Le sens des responsabilités

Premier secrétaire de la Fédération du Parti socialiste en Essonne, membre de la direction nationale du Parti socialiste, Président du groupe socialiste à la Région Île-de-France, j’ai parrainé Benoît Hamon, je fais sa campagne et je voterai pour lui à l’élection présidentielle. Pour l’avenir de notre formation politique, il est indispensable qu’il obtienne le meilleur score possible.
Si le résultat était mauvais, voire s’il était inférieur à celui de Mélenchon, cela pourrait impacter durablement la crédibilité et la solidité de notre Parti. Nous pourrions en être collectivement tenu.e.s pour comptables. Et ce n’est pas seulement le risque de revenir à des rapports de force au sein de la gauche d’avant le congrès d’Épinay, c’est la centralité du Parti socialiste, sa capacité même à rassembler, à gouverner tant au plan national que local qui seraient remis durement en cause. Ce serait enfin un boulevard qui s’ouvrirait pour la droite réactionnaire et l’extrême droite.
Socialiste, social démocrate, social réformiste, progressiste donc de gauche, je suis fier de mes convictions, de mon engagement et de mes votes, notamment pendant mon mandat de Député. J’ai, à ma place, servi mon pays et la majorité parlementaire. Mes actes et mes prises de position en témoignent.
J’ai mon avis sur la campagne de Benoît Hamon, sur ce qui fonctionne, sur ce qu’il conviendrait d’améliorer, sur les choix qu’il a opérés après son investiture et leurs conséquences sur la situation actuelle. Parce que j’exerce des responsabilités dans ma formation politique, parce que c’est ma ligne de conduite, je réserve mes commentaires sur la campagne, mes bons points et mes cartons rouges où ils ont lieu d’être exprimés : dans nos instances fédérales et nationales.
J’aurai été le suppléant de Manuel Valls pendant 15 ans, occupé le siège de Député de la première circonscription de l’Essonne le temps de ses responsabilités gouvernementales, et je suis son ami.

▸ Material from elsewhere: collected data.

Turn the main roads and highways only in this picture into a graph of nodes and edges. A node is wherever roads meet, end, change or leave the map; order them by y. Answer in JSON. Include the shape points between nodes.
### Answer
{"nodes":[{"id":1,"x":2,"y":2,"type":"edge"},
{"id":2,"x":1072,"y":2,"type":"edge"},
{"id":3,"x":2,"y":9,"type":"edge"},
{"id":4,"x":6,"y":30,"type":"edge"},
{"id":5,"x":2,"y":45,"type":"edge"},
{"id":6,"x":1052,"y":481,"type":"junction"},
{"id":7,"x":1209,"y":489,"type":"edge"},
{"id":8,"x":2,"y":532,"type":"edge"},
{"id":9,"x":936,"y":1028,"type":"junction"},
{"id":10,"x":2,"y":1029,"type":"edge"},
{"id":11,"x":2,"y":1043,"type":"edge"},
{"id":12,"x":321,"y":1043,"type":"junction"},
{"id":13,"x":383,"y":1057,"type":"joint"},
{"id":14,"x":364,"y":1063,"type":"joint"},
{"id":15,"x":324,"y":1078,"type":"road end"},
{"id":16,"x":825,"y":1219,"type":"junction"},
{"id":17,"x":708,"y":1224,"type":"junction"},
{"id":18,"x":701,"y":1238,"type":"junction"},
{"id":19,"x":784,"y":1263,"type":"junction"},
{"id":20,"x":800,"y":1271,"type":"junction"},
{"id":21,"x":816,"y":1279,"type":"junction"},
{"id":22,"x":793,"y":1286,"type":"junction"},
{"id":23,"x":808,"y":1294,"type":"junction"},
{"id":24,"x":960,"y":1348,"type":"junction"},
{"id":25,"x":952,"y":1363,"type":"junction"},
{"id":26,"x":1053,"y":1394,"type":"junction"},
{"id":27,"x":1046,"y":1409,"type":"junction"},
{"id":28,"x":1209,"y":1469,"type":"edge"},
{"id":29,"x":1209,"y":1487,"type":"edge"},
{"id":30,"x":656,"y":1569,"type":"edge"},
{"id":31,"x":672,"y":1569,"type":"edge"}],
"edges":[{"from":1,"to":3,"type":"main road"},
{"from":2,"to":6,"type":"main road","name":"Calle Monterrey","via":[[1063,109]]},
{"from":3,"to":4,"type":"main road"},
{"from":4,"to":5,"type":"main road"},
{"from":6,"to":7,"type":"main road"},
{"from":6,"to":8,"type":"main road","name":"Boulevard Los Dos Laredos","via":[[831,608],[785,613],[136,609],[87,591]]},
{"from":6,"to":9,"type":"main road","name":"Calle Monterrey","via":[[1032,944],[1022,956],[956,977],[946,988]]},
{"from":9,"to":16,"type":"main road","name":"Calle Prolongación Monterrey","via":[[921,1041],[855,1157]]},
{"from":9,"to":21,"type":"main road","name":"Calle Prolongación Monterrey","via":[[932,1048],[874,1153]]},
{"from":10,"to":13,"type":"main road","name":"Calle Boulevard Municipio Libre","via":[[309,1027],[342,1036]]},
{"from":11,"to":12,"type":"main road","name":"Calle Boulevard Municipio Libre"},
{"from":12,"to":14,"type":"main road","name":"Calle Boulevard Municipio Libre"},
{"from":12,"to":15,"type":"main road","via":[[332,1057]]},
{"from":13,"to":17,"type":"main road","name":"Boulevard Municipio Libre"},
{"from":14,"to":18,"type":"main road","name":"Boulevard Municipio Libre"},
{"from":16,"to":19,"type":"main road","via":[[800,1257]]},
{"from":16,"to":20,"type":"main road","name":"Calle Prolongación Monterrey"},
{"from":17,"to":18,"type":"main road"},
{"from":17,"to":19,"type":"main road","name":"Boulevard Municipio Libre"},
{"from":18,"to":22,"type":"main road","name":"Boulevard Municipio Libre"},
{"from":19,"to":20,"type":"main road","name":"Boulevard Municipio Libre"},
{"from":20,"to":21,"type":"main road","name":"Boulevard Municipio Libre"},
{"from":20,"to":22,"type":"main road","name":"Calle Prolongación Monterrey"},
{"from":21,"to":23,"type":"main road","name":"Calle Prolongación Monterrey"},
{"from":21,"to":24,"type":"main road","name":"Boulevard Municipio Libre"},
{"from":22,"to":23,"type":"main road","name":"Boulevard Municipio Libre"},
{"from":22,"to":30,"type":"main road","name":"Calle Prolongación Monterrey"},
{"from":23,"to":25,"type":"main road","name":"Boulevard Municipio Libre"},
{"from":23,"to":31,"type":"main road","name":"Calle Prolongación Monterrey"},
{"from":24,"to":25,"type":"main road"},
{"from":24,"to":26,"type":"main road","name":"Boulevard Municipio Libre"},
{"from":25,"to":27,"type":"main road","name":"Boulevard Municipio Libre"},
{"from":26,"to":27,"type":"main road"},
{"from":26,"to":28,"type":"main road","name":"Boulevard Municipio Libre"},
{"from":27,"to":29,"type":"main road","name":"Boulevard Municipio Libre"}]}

Manuel Valls est un homme d’Etat. Un de ceux qui ne transigent pas, qui font passer ce qu’ils croient bon pour leur pays et la République avant leur ambition personnelle. C’est aussi quelqu’un qui écoute, qui respecte tous les avis et les prend au sérieux. C’est un homme libre, qui laisse celles et ceux qui l’accompagnent libres de leurs décisions et de leurs engagements. Je m’honore de sa confiance, y compris dans les moments les plus compliqués de ma vie militante.
Pour toutes ces raisons, je ne supporte pas que certain.e.s, à commencer par celles et ceux qui se sont assis sur presque tous les votes du Parti socialiste pendant plus de dix ans – depuis le référendum européen en fait – viennent lui faire la leçon, utilisant un vocabulaire haineux indigne de notre formation, de son histoire et de ses valeurs. Certain.e.s, après avoir mis une énergie considérable à faire échouer le quinquennat de François Hollande, s’en prennent maintenant à l’honneur d’un homme, Premier ministre, et en cela démontrent leur inconséquence et leur irresponsabilité face aux véritables enjeux auquel notre pays est aujourd’hui confronté.
Après l’élection présidentielle, les élections législatives et sénatoriales et quels qu’en soient les résultats, il faudra bien que les militant.e.s de la gauche républicaine et réformatrice se retrouvent et œuvrent ensemble. La responsabilité de chacun.e, dans ce moment charnière, est donc de garder son calme et de rester digne, à la hauteur des défis qui sont face à nous.
Le Parti socialiste a tellement donné, tellement fait pour nos concitoyen.ne.s en dirigeant les collectivités locales – nos villes, nos départements et nos régions – ainsi qu’à la tête de l’Etat. Ces conquêtes et ces avancées font notre honneur. Si nous voulons continuer à jouer notre rôle historique, celui de l’émancipation de nos concitoyen.ne.s, de notre capacité collective à influer sur le réel, à corriger les inégalités, à promouvoir la justice sociale, nous devons être en capacité de nous retrouver.